BACKGROUND: Anthracycline-based chemotherapy has improved the prognosis of various malignancies, but increases the long-term risk of heart failure (HF). Identification of patients at risk prior to treatment initiation is warranted. Therefore, the aim of this study was to evaluate if a familial predisposition to HF increases the risk of anthracycline related HF.

METHODS: Using nationwide Danish registries, all patients treated with anthracycline from 2004-16 were identified. The primary outcome was long-term HF risk. First-degree relatives were identified in the Danish Family Registry and exposure was defined as a first-degree biological relative with prior HF. Risk of HF was evaluated in a cumulative incidence function and the association in a multivariable Cox regression model.

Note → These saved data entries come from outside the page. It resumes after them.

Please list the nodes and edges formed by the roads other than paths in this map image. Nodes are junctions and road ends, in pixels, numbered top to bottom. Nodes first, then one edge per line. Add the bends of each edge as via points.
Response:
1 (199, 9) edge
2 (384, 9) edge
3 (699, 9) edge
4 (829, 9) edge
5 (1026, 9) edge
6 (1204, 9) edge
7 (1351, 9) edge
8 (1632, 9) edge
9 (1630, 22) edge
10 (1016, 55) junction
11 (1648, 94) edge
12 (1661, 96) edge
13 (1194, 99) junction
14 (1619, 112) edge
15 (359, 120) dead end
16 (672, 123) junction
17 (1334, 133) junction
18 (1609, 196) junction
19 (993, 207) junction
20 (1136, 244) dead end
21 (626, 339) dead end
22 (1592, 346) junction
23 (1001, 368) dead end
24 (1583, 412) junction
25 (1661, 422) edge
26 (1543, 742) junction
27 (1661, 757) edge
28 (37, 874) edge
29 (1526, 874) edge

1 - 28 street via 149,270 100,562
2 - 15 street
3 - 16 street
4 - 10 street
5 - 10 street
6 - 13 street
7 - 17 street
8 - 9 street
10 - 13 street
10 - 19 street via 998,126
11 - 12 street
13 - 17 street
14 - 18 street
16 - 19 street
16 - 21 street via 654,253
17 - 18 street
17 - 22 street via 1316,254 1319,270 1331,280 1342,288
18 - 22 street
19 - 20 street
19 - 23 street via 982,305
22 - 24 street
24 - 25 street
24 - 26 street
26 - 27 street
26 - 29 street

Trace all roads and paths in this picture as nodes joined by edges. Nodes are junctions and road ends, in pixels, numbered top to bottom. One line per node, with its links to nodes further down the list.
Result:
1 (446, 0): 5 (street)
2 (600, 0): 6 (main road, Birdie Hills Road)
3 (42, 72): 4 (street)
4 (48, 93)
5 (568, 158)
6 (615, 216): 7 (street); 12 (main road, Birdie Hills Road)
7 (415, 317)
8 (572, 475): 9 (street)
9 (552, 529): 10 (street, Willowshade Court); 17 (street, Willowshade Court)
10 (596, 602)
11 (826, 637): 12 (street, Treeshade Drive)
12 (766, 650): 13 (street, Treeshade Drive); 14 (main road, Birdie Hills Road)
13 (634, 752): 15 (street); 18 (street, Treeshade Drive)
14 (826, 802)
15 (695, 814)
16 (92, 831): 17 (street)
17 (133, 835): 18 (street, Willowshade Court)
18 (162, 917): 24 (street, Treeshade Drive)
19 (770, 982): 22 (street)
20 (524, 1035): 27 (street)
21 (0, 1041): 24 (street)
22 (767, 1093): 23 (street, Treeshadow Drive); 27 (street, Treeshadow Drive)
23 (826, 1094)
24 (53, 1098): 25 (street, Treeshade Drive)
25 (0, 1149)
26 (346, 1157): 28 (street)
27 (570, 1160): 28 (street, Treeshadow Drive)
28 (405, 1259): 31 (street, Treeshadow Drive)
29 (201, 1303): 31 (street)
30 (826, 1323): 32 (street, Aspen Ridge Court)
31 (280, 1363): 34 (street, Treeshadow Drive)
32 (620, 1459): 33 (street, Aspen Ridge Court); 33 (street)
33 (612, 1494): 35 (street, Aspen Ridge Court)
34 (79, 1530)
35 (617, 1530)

RESULTS: A total of 11,651 patients (median age 49.1 years (IQR: 43.6-53.7), 12.2% male) were included after exclusion of 46 with pre-anthracycline HF. Median follow-up was 3.8 years (IQR 1.9-6.4). In the group with a first-degree relative with HF (n=1,608) 35 patients (2.2%) were diagnosed with HF vs. 133 (1.3%) in the group without a first-degree relative with HF (n=10,043), corresponding to incidence rates per 1,000 patient-years of 5.2 (CI:3.8-7.3) vs. 3.0 (CI:2.5-3.5). The cumulative incidence of HF after 10 years was higher in the first-degree relative group (3.2% vs 2.0%, p=0.004); adjusted hazard ratio 1.53 (CI:1.05-2.23, p=0.03).

CONCLUSION: In this nationwide register-based study having a first-degree relative with HF was associated with increased risk of anthracycline related HF, suggesting that attention towards family predisposition may be warranted when estimating the risk of anthracycline related cardiotoxicity.